Now Is the Time to Get That DNP Degree: Here’s Why

As an RN with either a BSN or MSN degree, you may be exploring career options going forward. You have been working in the field for a number of years and although you love what you do daily with the patients and doctors you work with, you also realize that you have the power to grow into new, and more exciting challenges within your profession. According to all the latest data, DNPs (Doctors of Nursing Practice) are in high demand in literally every specialty there is. If this is something you have been seriously contemplating, then you should know that now is exactly the time to get that degree.

1. Wide Range of Career Paths

Perhaps the most promising reason to advance your career at this time is because there is a wide range of career paths open to you as a DNP. According to the catalog of DNP career options listed on Baylor University Online, you can take tracks that lead you to a specialty in:

  • Executive Nurse Leadership
  • Family Nurse Practitioner
  • Neonatal Nurse Practitioner
  • Nurse-Midwifery
  • Pediatric Nurse Practitioner
  • Adult-Gerontology Acute Care Nurse Practitioner

So, as you can see, there are several areas of specialization you may be interested in. Whether you would like to be in an administrative role in executive nurse leadership or as an autonomous family nurse practitioner (FNP), you can bring your career to a whole new level with an emphasis on the specialty you want to pursue.

3. Experience Brought to the Table

There is something to be said about being able to bring your experience to the table. Whenever a board of directors is seeking new talent in literally any profession, one of the qualifications that they look for is experience within the field. This is something that many new doctors lament after doing their internship and residency. They know they’ve had more than a year of two on the floor during that time, but there are aspects within the profession that they hadn’t been introduced to yet. 

They obviously want to be in practice for themselves, which typically comes with a significant rise in salary, but they also know there really is much yet to learn in patient care. This is one of the reasons why nurse practitioners typically have no problem finding and retaining a job. Any board of directors would be happy to bring them on board simply because of the years of experience they can bring to the table and the fact that they are now qualified to do many of the things medical doctors can do, often without supervision.

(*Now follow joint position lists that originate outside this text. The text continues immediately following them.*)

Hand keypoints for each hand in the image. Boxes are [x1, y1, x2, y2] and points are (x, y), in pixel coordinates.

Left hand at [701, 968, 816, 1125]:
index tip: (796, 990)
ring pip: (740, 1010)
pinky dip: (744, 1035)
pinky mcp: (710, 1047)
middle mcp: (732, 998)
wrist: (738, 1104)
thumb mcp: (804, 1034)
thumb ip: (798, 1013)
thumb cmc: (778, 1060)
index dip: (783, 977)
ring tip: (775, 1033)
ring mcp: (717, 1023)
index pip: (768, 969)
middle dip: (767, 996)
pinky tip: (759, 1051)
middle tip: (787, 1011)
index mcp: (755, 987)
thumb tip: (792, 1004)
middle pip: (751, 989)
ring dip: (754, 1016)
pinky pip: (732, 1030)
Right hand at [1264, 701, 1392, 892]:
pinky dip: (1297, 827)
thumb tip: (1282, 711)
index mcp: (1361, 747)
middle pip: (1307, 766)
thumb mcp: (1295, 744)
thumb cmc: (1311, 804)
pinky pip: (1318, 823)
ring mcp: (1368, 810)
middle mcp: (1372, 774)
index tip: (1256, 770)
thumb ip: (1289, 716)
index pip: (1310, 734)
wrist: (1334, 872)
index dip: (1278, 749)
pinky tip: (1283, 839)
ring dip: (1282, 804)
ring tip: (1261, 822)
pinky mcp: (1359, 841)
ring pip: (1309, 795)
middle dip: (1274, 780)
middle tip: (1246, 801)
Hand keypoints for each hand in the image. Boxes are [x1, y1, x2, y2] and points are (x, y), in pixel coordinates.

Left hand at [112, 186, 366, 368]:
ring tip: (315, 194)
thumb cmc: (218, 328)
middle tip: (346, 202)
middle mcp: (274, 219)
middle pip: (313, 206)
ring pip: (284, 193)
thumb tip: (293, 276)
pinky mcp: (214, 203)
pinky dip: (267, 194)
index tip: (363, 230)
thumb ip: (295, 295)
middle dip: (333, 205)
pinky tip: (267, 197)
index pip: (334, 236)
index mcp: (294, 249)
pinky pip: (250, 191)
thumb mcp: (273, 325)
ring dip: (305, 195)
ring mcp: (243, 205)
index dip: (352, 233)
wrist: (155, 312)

4. Greater Awareness of the Need Brought About by the Pandemic

It has been common knowledge for many years that there is a severe shortage of doctors in literally any field of medicine. However, the pandemic has brought about a new awareness of just how critical that shortage is. Many doctors have already been working beyond their projected retirement years simply to fill in a void brought about by such a severe lack of physicians along with a major pandemic. 

Unfortunately, the pandemic has gone on much longer than anyone anticipated and these older doctors are burnt out and ready to take that long-awaited and highly needed retirement. They have gotten up in years and the work is beyond the scope of what they can physically do at this stage in their lives, with such long hours and so many days in the week. There does not seem to be an end in sight of COVID-19 and so DNPs are in even greater demand than ever before. 

4. Need to Increase Earning Potential

Yes, nurses do earn a good wage which is obviously better in some states than others. Even so, it is nowhere near in keeping with the cost of living weighed against the level of education and proficiency that their jobs require of them. If you are an RN looking to advance both your career and your earning potential, getting that advanced Doctor of Nursing Practice degree can solve both needs at the same time.

It should also be noted that working as an NP will not yield the same salaries when comparing with working in private practice and as, perhaps, a staff doctor at a hospital. Nurses in private practice may start at a lower base rate but, in time, and as their patient list grows, they can make double and triple what they expected to earn at a healthcare institution.

5. Educator of Advanced Nursing Degrees

One of the most basic requirements for working at a university is that the professor should hold at least one degree level above the classes they are teaching. Having recognized the need in healthcare today with all its promises and shortcomings, many RNs feel that it’s almost their duty to help raise up a stronger, more technologically advanced, generation of nurses.

Imagine what you can bring to your classes after having just been through a major war in which every aspect of nursing has been a challenge. Needless to say, healthcare has been waging a war with COVID-19 and war stories can bring higher levels of understanding to any class you might be instructing. With hospitals being overwhelmed beyond capacity, it became necessary to find innovative ways to care for every patient in need of medical care. Regular rooms and clinics attached to the hospitals have been transitioned to patient wards and this is something today’s students can learn from. Many may even have innovative solutions to this ongoing problem.

Now Is the Time

No matter why you want to advance your career, the one thing you need to know from the very beginning is that you won’t be deserting your post as a nurse but rather practicing at a higher level. You have the experience and the knowledge to advance your career, and with everything going on in the world today, now is the time to make those changes.